• **Data for processing**:

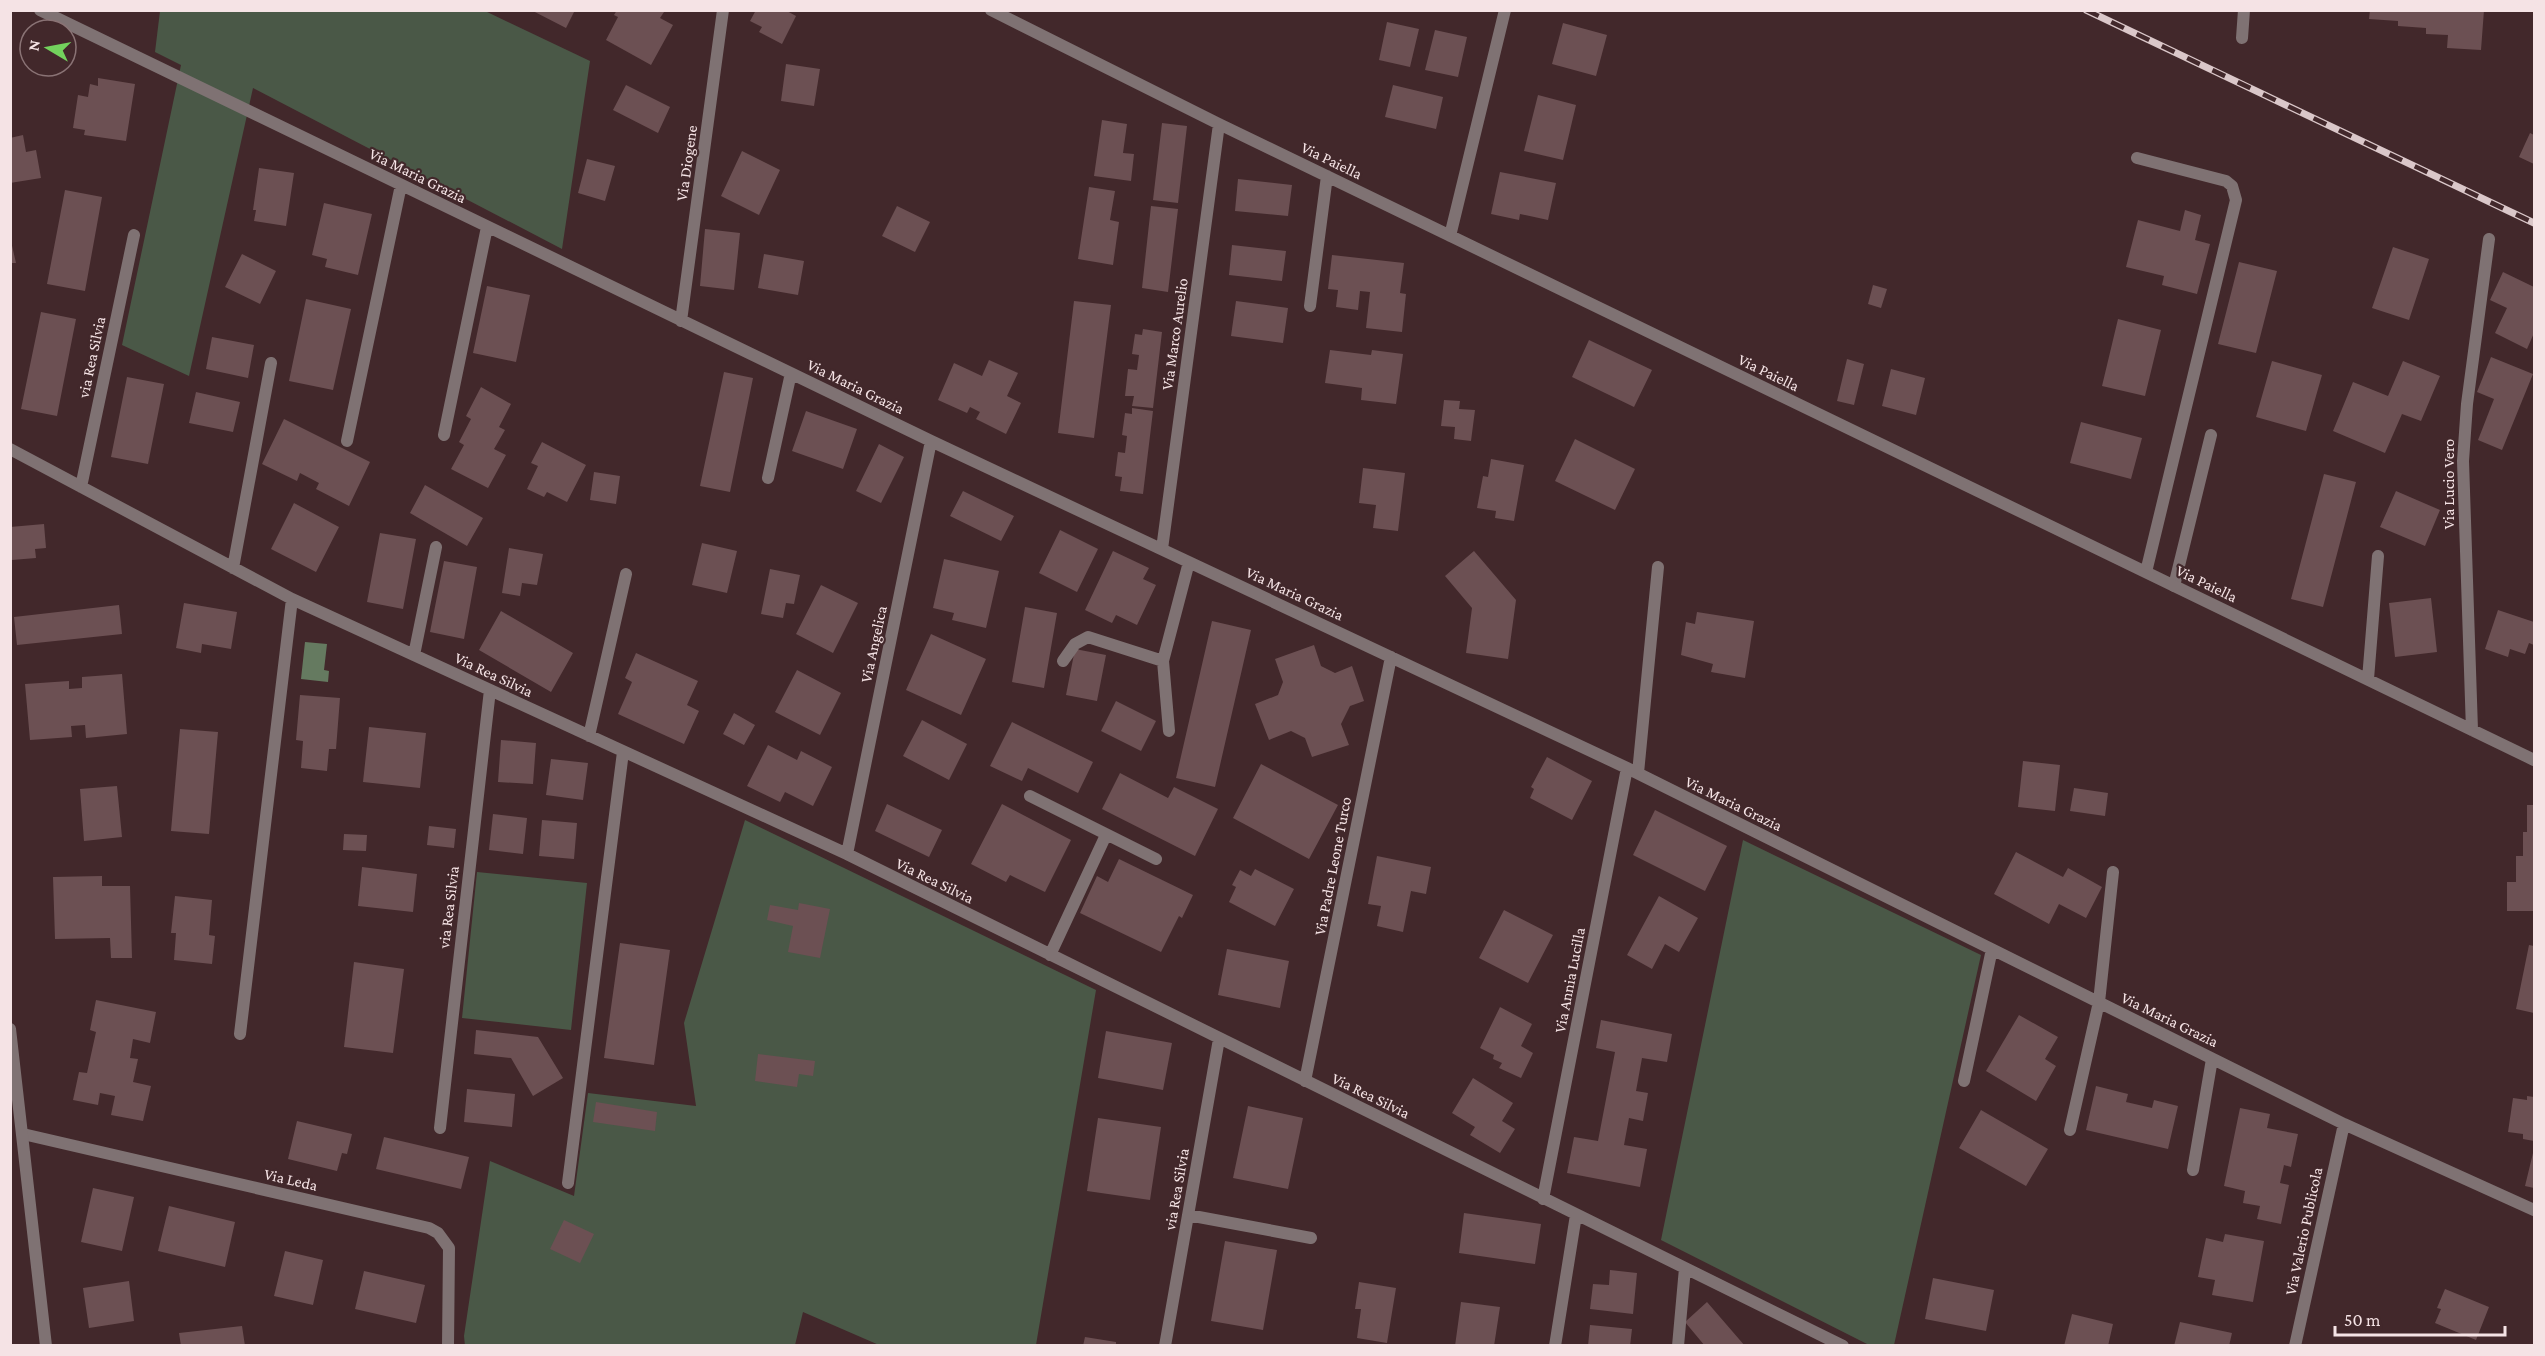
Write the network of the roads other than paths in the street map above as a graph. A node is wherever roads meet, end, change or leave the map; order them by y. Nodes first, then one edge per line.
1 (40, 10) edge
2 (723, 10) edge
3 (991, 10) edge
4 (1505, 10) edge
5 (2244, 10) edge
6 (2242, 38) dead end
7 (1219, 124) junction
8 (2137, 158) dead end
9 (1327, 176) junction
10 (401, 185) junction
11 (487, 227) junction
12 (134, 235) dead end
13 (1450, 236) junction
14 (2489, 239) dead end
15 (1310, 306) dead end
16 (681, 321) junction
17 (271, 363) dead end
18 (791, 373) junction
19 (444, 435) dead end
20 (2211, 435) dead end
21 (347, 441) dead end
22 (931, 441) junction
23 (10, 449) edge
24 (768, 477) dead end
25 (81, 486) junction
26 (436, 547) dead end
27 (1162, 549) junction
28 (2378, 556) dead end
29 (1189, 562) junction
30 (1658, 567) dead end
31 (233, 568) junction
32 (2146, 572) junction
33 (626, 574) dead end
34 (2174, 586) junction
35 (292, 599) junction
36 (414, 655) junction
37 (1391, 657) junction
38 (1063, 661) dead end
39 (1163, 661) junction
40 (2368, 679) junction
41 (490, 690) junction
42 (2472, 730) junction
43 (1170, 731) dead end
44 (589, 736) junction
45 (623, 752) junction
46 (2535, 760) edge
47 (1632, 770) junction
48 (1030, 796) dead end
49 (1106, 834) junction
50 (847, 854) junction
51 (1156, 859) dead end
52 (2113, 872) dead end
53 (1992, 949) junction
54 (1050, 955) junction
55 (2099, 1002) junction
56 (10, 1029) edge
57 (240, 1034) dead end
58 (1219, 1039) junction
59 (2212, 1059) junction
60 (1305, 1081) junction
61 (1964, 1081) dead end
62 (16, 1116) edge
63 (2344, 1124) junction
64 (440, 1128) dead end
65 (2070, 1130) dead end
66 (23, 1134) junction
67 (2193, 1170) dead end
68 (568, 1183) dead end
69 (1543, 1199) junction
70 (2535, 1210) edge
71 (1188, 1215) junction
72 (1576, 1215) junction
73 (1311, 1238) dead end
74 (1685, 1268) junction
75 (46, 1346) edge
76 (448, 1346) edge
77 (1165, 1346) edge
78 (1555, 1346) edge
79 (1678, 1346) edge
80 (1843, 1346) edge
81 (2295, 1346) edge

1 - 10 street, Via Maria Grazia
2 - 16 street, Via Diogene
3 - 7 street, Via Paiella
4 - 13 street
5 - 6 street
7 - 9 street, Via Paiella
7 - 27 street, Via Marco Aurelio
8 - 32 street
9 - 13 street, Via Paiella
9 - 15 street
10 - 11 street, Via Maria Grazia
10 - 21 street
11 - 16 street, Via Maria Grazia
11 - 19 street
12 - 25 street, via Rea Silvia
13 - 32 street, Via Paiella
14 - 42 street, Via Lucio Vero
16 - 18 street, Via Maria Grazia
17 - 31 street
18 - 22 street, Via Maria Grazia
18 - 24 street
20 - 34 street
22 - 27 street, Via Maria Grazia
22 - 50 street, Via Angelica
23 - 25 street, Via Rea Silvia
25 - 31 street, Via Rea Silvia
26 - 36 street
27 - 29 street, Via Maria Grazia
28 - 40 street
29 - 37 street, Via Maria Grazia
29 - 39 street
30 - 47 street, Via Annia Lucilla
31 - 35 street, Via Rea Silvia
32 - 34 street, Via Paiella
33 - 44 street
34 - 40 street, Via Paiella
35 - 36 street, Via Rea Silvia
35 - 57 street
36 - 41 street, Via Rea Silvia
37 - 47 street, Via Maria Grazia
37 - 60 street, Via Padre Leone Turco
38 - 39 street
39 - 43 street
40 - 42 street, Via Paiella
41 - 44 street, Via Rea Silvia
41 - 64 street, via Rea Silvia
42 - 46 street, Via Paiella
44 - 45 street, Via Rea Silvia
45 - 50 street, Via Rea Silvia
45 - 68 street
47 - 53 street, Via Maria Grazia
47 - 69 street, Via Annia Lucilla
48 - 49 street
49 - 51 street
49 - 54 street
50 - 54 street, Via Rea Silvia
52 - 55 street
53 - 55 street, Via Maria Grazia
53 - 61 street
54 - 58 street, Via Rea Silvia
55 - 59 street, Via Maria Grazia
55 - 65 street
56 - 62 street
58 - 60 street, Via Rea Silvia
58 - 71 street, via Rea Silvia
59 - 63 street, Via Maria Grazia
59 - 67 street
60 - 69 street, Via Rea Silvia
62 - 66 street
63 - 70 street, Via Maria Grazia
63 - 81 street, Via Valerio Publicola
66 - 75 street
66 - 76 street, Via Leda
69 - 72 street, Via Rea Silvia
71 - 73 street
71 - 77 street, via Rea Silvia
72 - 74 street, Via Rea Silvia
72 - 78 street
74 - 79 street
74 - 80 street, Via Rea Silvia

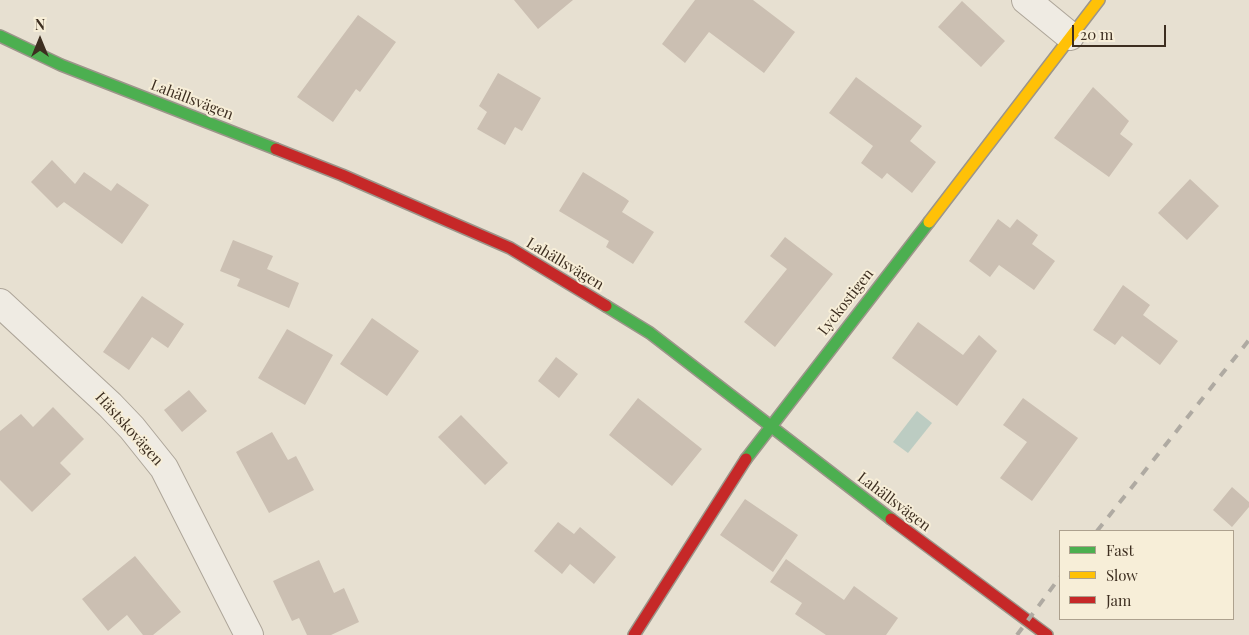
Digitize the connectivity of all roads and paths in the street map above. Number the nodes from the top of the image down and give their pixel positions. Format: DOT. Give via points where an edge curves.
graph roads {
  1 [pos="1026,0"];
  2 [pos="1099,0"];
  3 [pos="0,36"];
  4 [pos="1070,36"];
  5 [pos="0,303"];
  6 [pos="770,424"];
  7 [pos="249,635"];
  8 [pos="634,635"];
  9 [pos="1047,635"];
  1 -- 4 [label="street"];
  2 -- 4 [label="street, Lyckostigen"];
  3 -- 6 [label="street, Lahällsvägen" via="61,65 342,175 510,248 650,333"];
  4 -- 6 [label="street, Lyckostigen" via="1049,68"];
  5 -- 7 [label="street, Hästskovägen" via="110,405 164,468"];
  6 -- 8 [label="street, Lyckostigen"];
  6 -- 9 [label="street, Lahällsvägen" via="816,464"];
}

• **Work required**:
Repeat each entry precisely as it appears. Leave the pictures out.

• **Response**:
Write the network of the roads other than paths in the street map above as a graph. A node is wherever roads meet, end, change or leave the map; order them by y. Nodes first, then one edge per line.
1 (40, 10) edge
2 (723, 10) edge
3 (991, 10) edge
4 (1505, 10) edge
5 (2244, 10) edge
6 (2242, 38) dead end
7 (1219, 124) junction
8 (2137, 158) dead end
9 (1327, 176) junction
10 (401, 185) junction
11 (487, 227) junction
12 (134, 235) dead end
13 (1450, 236) junction
14 (2489, 239) dead end
15 (1310, 306) dead end
16 (681, 321) junction
17 (271, 363) dead end
18 (791, 373) junction
19 (444, 435) dead end
20 (2211, 435) dead end
21 (347, 441) dead end
22 (931, 441) junction
23 (10, 449) edge
24 (768, 477) dead end
25 (81, 486) junction
26 (436, 547) dead end
27 (1162, 549) junction
28 (2378, 556) dead end
29 (1189, 562) junction
30 (1658, 567) dead end
31 (233, 568) junction
32 (2146, 572) junction
33 (626, 574) dead end
34 (2174, 586) junction
35 (292, 599) junction
36 (414, 655) junction
37 (1391, 657) junction
38 (1063, 661) dead end
39 (1163, 661) junction
40 (2368, 679) junction
41 (490, 690) junction
42 (2472, 730) junction
43 (1170, 731) dead end
44 (589, 736) junction
45 (623, 752) junction
46 (2535, 760) edge
47 (1632, 770) junction
48 (1030, 796) dead end
49 (1106, 834) junction
50 (847, 854) junction
51 (1156, 859) dead end
52 (2113, 872) dead end
53 (1992, 949) junction
54 (1050, 955) junction
55 (2099, 1002) junction
56 (10, 1029) edge
57 (240, 1034) dead end
58 (1219, 1039) junction
59 (2212, 1059) junction
60 (1305, 1081) junction
61 (1964, 1081) dead end
62 (16, 1116) edge
63 (2344, 1124) junction
64 (440, 1128) dead end
65 (2070, 1130) dead end
66 (23, 1134) junction
67 (2193, 1170) dead end
68 (568, 1183) dead end
69 (1543, 1199) junction
70 (2535, 1210) edge
71 (1188, 1215) junction
72 (1576, 1215) junction
73 (1311, 1238) dead end
74 (1685, 1268) junction
75 (46, 1346) edge
76 (448, 1346) edge
77 (1165, 1346) edge
78 (1555, 1346) edge
79 (1678, 1346) edge
80 (1843, 1346) edge
81 (2295, 1346) edge

1 - 10 street, Via Maria Grazia
2 - 16 street, Via Diogene
3 - 7 street, Via Paiella
4 - 13 street
5 - 6 street
7 - 9 street, Via Paiella
7 - 27 street, Via Marco Aurelio
8 - 32 street
9 - 13 street, Via Paiella
9 - 15 street
10 - 11 street, Via Maria Grazia
10 - 21 street
11 - 16 street, Via Maria Grazia
11 - 19 street
12 - 25 street, via Rea Silvia
13 - 32 street, Via Paiella
14 - 42 street, Via Lucio Vero
16 - 18 street, Via Maria Grazia
17 - 31 street
18 - 22 street, Via Maria Grazia
18 - 24 street
20 - 34 street
22 - 27 street, Via Maria Grazia
22 - 50 street, Via Angelica
23 - 25 street, Via Rea Silvia
25 - 31 street, Via Rea Silvia
26 - 36 street
27 - 29 street, Via Maria Grazia
28 - 40 street
29 - 37 street, Via Maria Grazia
29 - 39 street
30 - 47 street, Via Annia Lucilla
31 - 35 street, Via Rea Silvia
32 - 34 street, Via Paiella
33 - 44 street
34 - 40 street, Via Paiella
35 - 36 street, Via Rea Silvia
35 - 57 street
36 - 41 street, Via Rea Silvia
37 - 47 street, Via Maria Grazia
37 - 60 street, Via Padre Leone Turco
38 - 39 street
39 - 43 street
40 - 42 street, Via Paiella
41 - 44 street, Via Rea Silvia
41 - 64 street, via Rea Silvia
42 - 46 street, Via Paiella
44 - 45 street, Via Rea Silvia
45 - 50 street, Via Rea Silvia
45 - 68 street
47 - 53 street, Via Maria Grazia
47 - 69 street, Via Annia Lucilla
48 - 49 street
49 - 51 street
49 - 54 street
50 - 54 street, Via Rea Silvia
52 - 55 street
53 - 55 street, Via Maria Grazia
53 - 61 street
54 - 58 street, Via Rea Silvia
55 - 59 street, Via Maria Grazia
55 - 65 street
56 - 62 street
58 - 60 street, Via Rea Silvia
58 - 71 street, via Rea Silvia
59 - 63 street, Via Maria Grazia
59 - 67 street
60 - 69 street, Via Rea Silvia
62 - 66 street
63 - 70 street, Via Maria Grazia
63 - 81 street, Via Valerio Publicola
66 - 75 street
66 - 76 street, Via Leda
69 - 72 street, Via Rea Silvia
71 - 73 street
71 - 77 street, via Rea Silvia
72 - 74 street, Via Rea Silvia
72 - 78 street
74 - 79 street
74 - 80 street, Via Rea Silvia

Digitize the connectivity of all roads and paths in the street map above. Number the nodes from the top of the image down and give their pixel positions. Format: DOT. Give via points where an edge curves.
graph roads {
  1 [pos="1026,0"];
  2 [pos="1099,0"];
  3 [pos="0,36"];
  4 [pos="1070,36"];
  5 [pos="0,303"];
  6 [pos="770,424"];
  7 [pos="249,635"];
  8 [pos="634,635"];
  9 [pos="1047,635"];
  1 -- 4 [label="street"];
  2 -- 4 [label="street, Lyckostigen"];
  3 -- 6 [label="street, Lahällsvägen" via="61,65 342,175 510,248 650,333"];
  4 -- 6 [label="street, Lyckostigen" via="1049,68"];
  5 -- 7 [label="street, Hästskovägen" via="110,405 164,468"];
  6 -- 8 [label="street, Lyckostigen"];
  6 -- 9 [label="street, Lahällsvägen" via="816,464"];
}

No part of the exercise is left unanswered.